A significant decline in the population resulted from the invasion of the Mongols in 1241 and the subsequent famine. However, in medieval times the area of Slovakia was characterised by German and Jewish immigration, burgeoning towns, construction of numerous stone castles, and the cultivation of the arts. The arrival of German element sometimes proved a problem for the autochthonous Slovaks (and even Hungarians in the broader Hungary), since they often quickly gained most power in medieval towns, only to later refuse to share it. Breaking of old customs by Germans often resulted in national quarrels. One of which had to be sorted out by the king Louis I. with the proclamation Privilegium pro Slavis (Privilege for Slovaks) in the year 1381. According to this privilege, Slovaks and Germans were to occupy each half of the seats in the city council of Žilina and the mayor should be elected each year, alternating between those nationalities. This would not be the last such case.

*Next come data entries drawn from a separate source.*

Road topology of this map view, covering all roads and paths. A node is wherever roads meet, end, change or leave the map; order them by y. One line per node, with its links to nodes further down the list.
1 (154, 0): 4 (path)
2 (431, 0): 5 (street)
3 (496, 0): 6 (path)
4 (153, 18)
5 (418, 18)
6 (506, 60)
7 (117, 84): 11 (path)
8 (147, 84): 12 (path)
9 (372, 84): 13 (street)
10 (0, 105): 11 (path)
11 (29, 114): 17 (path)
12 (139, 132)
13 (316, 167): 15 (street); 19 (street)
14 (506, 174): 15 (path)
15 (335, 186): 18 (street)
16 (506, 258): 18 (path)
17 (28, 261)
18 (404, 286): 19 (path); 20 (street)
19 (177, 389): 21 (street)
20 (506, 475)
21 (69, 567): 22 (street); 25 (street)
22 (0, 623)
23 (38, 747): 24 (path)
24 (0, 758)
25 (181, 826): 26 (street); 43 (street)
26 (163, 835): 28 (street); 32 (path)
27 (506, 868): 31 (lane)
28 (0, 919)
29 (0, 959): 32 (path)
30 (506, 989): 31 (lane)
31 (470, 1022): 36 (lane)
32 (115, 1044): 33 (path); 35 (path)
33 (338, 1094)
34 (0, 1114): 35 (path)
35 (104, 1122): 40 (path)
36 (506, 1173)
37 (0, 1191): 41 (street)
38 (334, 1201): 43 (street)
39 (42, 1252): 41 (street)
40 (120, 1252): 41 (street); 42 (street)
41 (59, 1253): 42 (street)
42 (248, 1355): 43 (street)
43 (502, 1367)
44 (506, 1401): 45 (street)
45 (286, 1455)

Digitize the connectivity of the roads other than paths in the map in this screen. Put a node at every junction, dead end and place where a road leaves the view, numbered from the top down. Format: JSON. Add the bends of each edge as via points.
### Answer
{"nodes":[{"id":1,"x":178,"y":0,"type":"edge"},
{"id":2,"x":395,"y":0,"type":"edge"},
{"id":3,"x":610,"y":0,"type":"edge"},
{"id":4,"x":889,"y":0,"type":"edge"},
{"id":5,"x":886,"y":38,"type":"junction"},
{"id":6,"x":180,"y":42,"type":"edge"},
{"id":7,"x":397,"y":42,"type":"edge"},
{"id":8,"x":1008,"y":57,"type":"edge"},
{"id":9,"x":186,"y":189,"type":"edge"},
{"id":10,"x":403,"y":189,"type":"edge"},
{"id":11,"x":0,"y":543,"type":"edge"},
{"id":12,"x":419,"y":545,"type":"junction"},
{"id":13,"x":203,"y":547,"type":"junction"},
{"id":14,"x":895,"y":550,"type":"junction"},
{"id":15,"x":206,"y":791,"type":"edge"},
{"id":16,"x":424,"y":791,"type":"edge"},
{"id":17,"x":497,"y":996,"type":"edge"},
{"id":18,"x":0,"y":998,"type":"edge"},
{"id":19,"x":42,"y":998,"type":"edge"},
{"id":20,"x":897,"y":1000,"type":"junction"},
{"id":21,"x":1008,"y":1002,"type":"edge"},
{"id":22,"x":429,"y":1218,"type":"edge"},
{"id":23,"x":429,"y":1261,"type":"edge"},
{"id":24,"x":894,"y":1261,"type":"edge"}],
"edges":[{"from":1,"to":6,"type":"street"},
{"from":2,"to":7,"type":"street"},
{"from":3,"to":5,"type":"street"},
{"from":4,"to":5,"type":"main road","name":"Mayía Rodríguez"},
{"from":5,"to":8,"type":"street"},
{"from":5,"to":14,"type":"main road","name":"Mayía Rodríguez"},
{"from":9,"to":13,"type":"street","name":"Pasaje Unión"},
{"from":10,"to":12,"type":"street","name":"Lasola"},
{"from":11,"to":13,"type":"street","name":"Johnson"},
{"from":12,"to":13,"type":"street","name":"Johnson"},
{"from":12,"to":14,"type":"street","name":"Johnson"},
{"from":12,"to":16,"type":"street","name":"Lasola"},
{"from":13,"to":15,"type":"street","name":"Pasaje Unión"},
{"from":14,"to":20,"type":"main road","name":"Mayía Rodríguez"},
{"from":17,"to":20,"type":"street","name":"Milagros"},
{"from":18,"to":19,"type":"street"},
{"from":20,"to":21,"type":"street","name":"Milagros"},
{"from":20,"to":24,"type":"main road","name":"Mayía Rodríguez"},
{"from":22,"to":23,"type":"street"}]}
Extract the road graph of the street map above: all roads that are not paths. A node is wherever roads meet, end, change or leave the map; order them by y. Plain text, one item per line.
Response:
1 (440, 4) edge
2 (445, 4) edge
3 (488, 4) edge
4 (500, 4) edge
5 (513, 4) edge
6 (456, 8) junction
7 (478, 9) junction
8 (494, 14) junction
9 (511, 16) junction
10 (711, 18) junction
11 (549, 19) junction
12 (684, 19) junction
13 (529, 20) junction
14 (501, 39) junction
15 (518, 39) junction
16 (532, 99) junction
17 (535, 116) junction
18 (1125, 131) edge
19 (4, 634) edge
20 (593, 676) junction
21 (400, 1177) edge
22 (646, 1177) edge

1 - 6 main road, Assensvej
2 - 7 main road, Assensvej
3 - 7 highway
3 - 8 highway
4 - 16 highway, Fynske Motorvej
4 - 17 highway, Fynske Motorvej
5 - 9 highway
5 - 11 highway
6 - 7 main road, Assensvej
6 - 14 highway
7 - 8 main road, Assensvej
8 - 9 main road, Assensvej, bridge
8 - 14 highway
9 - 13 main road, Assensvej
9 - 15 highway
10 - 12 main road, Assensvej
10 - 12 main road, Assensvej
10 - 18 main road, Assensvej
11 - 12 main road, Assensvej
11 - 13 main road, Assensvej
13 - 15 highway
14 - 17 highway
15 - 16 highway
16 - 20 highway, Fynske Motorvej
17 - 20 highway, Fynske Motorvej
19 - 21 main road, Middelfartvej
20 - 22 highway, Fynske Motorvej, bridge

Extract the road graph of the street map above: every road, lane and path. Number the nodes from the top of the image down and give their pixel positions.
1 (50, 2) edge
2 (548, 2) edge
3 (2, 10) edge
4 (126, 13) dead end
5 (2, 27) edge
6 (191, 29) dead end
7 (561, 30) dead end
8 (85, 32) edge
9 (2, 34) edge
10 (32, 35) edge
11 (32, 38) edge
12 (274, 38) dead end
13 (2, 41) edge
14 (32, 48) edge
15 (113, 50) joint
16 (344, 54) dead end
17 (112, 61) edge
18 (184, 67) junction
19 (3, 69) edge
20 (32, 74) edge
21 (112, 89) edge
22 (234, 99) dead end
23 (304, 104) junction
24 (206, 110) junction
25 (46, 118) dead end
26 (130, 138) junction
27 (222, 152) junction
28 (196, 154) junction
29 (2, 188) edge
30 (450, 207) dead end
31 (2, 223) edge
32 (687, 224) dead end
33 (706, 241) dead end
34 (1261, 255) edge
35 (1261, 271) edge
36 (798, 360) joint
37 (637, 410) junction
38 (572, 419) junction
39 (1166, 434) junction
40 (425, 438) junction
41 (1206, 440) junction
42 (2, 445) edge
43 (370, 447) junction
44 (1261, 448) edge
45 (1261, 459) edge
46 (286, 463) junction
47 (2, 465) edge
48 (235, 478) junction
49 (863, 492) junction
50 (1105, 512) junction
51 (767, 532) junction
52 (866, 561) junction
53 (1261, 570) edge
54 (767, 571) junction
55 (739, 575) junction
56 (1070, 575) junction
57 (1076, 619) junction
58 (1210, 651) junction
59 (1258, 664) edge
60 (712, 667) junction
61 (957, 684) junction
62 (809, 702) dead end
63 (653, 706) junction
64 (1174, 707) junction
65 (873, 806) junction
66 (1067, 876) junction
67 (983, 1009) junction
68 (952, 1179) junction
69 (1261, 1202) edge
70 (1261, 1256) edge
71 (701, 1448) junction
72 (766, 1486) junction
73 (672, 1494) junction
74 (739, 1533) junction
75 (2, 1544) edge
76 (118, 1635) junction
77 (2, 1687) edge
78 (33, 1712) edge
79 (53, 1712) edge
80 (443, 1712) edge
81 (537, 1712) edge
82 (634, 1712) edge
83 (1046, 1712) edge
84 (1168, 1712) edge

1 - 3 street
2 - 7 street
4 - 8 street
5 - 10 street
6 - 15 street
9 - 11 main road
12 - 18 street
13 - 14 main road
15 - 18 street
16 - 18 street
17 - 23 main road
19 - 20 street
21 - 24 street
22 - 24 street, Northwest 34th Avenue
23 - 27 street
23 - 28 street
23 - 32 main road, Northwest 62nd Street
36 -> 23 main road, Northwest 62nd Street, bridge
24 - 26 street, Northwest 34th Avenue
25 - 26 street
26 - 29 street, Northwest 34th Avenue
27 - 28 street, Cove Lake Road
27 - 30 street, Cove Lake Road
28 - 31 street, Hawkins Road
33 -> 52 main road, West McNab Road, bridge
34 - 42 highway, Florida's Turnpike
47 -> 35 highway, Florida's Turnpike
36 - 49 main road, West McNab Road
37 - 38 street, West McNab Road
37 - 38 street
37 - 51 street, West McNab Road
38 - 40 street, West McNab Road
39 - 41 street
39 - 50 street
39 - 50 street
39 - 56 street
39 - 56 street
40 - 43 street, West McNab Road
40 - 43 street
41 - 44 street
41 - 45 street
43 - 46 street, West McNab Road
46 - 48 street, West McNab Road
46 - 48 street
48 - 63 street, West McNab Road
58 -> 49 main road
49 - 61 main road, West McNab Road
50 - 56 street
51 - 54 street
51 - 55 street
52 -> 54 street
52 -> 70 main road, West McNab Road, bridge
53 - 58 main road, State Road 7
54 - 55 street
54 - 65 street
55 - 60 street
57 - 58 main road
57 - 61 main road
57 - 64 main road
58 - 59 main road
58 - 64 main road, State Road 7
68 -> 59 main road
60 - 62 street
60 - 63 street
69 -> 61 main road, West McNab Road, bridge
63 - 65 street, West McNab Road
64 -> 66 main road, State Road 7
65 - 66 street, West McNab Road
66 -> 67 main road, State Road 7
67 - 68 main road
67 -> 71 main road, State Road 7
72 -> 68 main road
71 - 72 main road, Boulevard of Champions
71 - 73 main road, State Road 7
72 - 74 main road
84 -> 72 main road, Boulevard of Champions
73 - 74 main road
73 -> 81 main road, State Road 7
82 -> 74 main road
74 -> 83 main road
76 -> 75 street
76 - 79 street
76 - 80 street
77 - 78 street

In 1465, King Matthias Corvinus founded the Hungarian Kingdom's third university, in Pressburg (Bratislava), but it was closed in 1490 after his death. Hussites also settled in the region after the Hussite Wars.

Owing to the Ottoman Empire's expansion into Hungarian territory, Bratislava was designated the new capital of Hungary in 1536, ahead of the fall of the old Hungarian capital of Buda in 1541. It became part of the Austrian Habsburg monarchy, marking the beginning of a new era. The territory comprising modern Slovakia, then known as Upper Hungary, became the place of settlement for nearly two-thirds of the Magyar nobility fleeing the Turks and became far more linguistically and culturally Hungarian than it was before. Partly thanks to old Hussite families and Slovaks studying under Martin Luther, the region then experienced a growth in Protestantism. For a short period in the 17th century, most Slovaks were Lutherans. They defied the Catholic Habsburgs and sought protection from neighbouring Transylvania, a rival continuation of the Magyar state that practised religious tolerance and normally had Ottoman backing. Upper Hungary, modern Slovakia, became the site of frequent wars between Catholics in the west territory and Protestants in the east, as well as against Turks; the frontier was on a constant state of military alert and heavily fortified by castles and citadels often manned by Catholic German and Slovak troops on the Habsburg side. By 1648, Slovakia was not spared the Counter-Reformation, which brought the majority of its population from Lutheranism back to Roman Catholicism. In 1655, the printing press at the Trnava university produced the Jesuit Benedikt Szöllősi's Cantus Catholici, a Catholic hymnal in Slovak that reaffirmed links to the earlier works of Cyril and Methodius.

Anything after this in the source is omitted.